■ **Dataset entries**
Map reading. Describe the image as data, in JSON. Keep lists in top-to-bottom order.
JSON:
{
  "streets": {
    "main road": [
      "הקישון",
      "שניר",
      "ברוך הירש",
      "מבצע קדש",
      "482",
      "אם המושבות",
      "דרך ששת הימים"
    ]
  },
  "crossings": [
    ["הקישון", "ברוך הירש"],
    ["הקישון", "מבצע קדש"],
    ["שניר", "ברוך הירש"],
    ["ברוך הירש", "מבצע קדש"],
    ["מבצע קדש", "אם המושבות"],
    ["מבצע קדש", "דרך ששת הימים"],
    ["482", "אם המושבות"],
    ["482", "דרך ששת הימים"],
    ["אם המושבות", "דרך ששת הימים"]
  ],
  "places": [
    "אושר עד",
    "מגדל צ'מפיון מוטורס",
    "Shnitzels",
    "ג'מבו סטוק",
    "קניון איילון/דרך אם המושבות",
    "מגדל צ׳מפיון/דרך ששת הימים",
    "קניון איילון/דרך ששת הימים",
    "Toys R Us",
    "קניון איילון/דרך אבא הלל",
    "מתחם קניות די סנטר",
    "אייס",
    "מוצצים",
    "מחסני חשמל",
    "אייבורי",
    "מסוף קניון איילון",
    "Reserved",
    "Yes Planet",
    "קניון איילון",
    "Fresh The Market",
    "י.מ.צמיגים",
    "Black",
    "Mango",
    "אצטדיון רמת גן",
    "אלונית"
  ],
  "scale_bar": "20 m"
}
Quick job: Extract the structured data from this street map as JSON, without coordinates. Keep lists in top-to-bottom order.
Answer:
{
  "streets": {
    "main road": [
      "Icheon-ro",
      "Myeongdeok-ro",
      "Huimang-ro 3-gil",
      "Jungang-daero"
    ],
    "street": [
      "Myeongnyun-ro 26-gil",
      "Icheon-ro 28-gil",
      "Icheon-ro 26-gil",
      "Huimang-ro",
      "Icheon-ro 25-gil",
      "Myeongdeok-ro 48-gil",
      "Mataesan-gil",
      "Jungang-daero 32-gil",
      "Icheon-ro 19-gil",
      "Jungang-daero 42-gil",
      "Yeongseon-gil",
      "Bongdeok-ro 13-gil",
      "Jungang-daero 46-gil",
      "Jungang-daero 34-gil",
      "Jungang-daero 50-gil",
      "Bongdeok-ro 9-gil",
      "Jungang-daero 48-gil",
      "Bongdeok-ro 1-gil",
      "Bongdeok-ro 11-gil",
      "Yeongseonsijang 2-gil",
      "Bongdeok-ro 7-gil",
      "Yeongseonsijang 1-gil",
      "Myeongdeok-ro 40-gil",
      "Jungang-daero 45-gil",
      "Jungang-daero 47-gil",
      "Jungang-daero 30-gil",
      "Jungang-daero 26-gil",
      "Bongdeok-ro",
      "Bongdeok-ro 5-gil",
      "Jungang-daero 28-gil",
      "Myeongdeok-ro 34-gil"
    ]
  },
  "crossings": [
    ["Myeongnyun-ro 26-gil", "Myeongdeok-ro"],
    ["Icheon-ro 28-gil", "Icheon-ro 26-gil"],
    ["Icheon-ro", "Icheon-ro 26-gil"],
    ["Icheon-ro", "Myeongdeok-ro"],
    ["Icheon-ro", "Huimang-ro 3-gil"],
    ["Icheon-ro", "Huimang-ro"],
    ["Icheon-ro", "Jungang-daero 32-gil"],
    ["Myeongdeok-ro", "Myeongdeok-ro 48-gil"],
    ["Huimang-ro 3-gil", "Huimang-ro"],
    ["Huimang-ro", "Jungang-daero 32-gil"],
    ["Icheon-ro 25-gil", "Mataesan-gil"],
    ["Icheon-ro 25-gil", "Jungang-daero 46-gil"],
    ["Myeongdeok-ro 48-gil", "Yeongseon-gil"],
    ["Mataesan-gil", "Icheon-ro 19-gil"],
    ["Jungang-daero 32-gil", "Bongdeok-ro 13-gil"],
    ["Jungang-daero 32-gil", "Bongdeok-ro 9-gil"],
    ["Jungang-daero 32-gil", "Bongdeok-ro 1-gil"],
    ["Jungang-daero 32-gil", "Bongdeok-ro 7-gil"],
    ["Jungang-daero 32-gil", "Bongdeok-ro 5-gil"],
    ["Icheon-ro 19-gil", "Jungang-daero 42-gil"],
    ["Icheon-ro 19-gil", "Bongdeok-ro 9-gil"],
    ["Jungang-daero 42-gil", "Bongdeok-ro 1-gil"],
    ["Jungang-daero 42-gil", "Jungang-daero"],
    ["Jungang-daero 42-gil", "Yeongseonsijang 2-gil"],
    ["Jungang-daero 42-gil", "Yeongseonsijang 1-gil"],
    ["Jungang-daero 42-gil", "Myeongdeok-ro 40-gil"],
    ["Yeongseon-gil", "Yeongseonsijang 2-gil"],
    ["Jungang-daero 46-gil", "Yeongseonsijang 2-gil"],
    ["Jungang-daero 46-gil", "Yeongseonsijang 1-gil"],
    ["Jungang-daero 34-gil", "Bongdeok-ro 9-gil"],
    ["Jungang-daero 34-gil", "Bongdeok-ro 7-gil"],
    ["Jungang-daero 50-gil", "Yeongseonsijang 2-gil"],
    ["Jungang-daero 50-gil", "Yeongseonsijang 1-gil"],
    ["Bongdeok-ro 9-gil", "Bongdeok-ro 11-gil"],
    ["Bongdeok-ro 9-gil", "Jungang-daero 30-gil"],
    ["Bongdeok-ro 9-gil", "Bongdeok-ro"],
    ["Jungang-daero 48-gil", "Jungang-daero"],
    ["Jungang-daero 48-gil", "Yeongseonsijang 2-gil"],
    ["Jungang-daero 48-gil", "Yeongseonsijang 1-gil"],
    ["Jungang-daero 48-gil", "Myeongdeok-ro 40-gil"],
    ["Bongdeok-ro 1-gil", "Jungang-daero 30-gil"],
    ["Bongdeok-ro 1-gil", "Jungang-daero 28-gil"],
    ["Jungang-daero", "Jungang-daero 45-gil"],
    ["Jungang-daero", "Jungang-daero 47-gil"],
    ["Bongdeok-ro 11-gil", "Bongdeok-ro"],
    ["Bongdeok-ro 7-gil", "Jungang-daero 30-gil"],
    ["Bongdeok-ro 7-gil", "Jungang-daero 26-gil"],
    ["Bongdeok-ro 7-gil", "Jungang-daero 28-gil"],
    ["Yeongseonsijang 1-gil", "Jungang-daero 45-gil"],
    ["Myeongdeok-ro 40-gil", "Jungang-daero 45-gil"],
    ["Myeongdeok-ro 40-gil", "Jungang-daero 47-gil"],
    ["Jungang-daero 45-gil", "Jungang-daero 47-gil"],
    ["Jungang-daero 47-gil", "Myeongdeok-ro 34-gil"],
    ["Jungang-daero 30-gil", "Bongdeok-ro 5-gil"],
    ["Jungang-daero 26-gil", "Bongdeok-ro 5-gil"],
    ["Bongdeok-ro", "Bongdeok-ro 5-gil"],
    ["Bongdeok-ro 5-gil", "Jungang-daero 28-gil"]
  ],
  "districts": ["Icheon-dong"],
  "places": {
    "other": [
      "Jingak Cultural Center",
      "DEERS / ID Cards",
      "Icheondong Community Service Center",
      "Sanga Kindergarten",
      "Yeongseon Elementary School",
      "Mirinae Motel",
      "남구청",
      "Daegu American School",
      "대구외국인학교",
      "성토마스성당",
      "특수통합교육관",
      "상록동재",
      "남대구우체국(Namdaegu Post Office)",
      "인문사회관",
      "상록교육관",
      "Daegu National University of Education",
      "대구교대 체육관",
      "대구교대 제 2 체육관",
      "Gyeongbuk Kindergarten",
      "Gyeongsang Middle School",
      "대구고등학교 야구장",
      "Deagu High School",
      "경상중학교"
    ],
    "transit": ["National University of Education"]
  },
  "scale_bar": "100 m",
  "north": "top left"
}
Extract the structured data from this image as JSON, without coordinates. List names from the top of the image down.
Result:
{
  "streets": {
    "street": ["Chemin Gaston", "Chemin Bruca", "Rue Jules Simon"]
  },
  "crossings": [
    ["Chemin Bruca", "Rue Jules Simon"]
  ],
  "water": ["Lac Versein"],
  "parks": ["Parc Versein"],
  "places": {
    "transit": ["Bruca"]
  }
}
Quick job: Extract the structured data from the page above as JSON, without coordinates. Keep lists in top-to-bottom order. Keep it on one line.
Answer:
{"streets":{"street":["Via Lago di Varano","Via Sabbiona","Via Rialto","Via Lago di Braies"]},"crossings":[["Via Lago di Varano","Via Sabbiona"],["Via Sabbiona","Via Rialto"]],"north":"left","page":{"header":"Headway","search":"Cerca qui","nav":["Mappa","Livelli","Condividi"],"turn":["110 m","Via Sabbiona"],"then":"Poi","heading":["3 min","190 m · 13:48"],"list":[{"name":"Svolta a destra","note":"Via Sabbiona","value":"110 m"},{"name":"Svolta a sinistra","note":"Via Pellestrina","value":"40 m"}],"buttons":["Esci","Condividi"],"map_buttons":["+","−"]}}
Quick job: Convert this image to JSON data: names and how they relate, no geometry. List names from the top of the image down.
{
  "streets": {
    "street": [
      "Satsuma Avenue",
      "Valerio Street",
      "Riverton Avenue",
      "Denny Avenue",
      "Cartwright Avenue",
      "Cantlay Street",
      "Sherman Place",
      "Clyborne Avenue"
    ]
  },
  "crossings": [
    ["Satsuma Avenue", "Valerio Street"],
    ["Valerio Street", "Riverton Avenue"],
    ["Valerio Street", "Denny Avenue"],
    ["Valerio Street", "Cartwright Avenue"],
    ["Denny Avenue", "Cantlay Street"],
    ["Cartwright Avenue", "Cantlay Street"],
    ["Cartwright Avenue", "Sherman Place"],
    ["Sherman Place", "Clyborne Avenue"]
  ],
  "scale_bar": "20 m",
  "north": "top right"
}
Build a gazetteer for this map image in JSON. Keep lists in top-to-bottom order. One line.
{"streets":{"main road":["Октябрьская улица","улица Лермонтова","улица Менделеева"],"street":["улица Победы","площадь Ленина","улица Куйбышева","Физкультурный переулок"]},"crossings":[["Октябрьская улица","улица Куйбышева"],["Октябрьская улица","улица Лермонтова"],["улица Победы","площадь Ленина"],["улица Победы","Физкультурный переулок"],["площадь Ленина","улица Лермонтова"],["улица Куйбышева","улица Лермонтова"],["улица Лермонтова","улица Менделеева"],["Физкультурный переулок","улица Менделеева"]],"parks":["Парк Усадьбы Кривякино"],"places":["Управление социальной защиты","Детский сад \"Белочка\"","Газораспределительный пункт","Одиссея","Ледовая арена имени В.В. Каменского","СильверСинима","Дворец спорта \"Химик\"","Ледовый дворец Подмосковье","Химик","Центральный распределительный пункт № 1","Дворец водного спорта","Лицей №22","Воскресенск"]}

■ **Aim of the task**
In the records above, return only the line that contains "Build a gazetteer" and every line after it through the last, exactly as they appear.

■ **Exercise result**
Build a gazetteer for this map image in JSON. Keep lists in top-to-bottom order. One line.
{"streets":{"main road":["Октябрьская улица","улица Лермонтова","улица Менделеева"],"street":["улица Победы","площадь Ленина","улица Куйбышева","Физкультурный переулок"]},"crossings":[["Октябрьская улица","улица Куйбышева"],["Октябрьская улица","улица Лермонтова"],["улица Победы","площадь Ленина"],["улица Победы","Физкультурный переулок"],["площадь Ленина","улица Лермонтова"],["улица Куйбышева","улица Лермонтова"],["улица Лермонтова","улица Менделеева"],["Физкультурный переулок","улица Менделеева"]],"parks":["Парк Усадьбы Кривякино"],"places":["Управление социальной защиты","Детский сад \"Белочка\"","Газораспределительный пункт","Одиссея","Ледовая арена имени В.В. Каменского","СильверСинима","Дворец спорта \"Химик\"","Ледовый дворец Подмосковье","Химик","Центральный распределительный пункт № 1","Дворец водного спорта","Лицей №22","Воскресенск"]}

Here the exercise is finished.